> Directions: No pictures go in the copy; everything else in the records below must be output exactly.

Extracted information below:

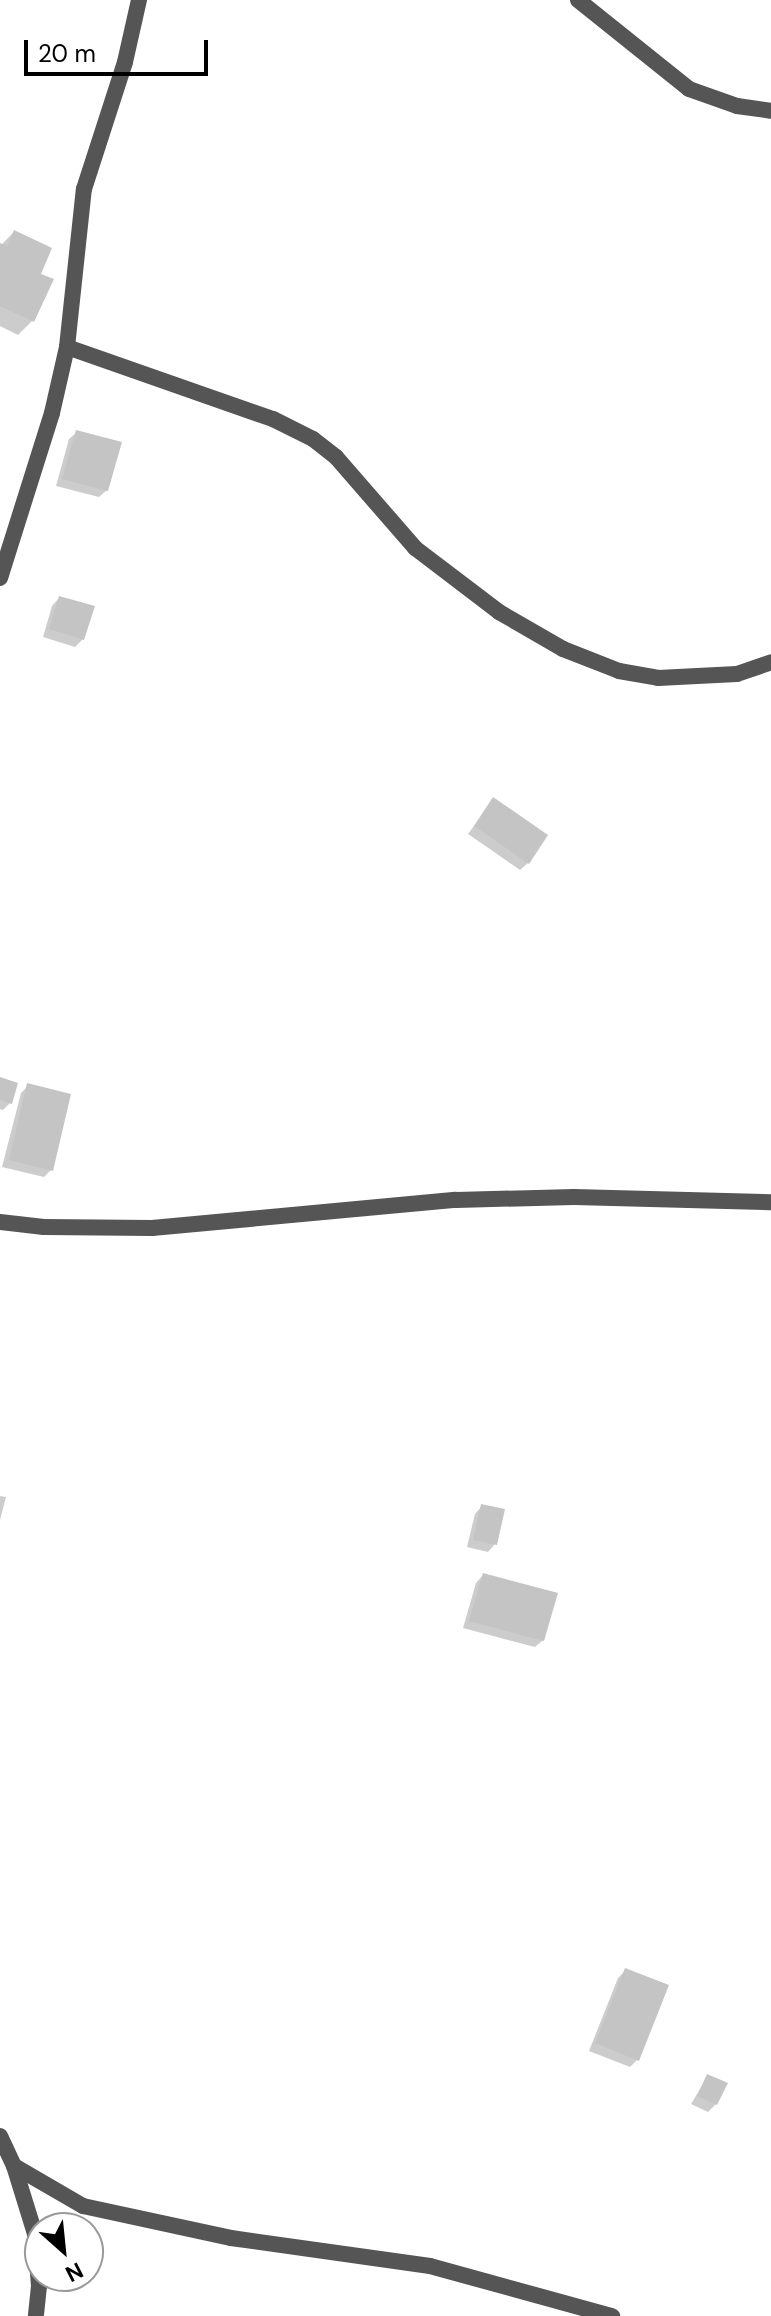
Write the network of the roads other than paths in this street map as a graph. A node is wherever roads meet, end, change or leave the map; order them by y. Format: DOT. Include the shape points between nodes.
graph roads {
  1 [pos="139,0"];
  2 [pos="578,0"];
  3 [pos="771,111"];
  4 [pos="67,347"];
  5 [pos="0,578"];
  6 [pos="771,662"];
  7 [pos="771,1202"];
  8 [pos="0,1222"];
  9 [pos="0,2136"];
  10 [pos="14,2166"];
  11 [pos="36,2316"];
  12 [pos="612,2316"];
  1 -- 4 [label="street" via="84,189"];
  2 -- 3 [label="street" via="689,89"];
  4 -- 5 [label="street"];
  4 -- 6 [label="street" via="273,419 313,439 336,457 415,548 499,612 563,649 619,671 658,678 703,679"];
  7 -- 8 [label="street" via="456,1200 152,1228"];
  9 -- 10 [label="street"];
  10 -- 11 [label="street" via="35,2234"];
  10 -- 12 [label="street" via="83,2206 231,2238 430,2266"];
}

End of Extracted information.

> Response to the exercise:
Write the network of the roads other than paths in this street map as a graph. A node is wherever roads meet, end, change or leave the map; order them by y. Format: DOT. Include the shape points between nodes.
graph roads {
  1 [pos="139,0"];
  2 [pos="578,0"];
  3 [pos="771,111"];
  4 [pos="67,347"];
  5 [pos="0,578"];
  6 [pos="771,662"];
  7 [pos="771,1202"];
  8 [pos="0,1222"];
  9 [pos="0,2136"];
  10 [pos="14,2166"];
  11 [pos="36,2316"];
  12 [pos="612,2316"];
  1 -- 4 [label="street" via="84,189"];
  2 -- 3 [label="street" via="689,89"];
  4 -- 5 [label="street"];
  4 -- 6 [label="street" via="273,419 313,439 336,457 415,548 499,612 563,649 619,671 658,678 703,679"];
  7 -- 8 [label="street" via="456,1200 152,1228"];
  9 -- 10 [label="street"];
  10 -- 11 [label="street" via="35,2234"];
  10 -- 12 [label="street" via="83,2206 231,2238 430,2266"];
}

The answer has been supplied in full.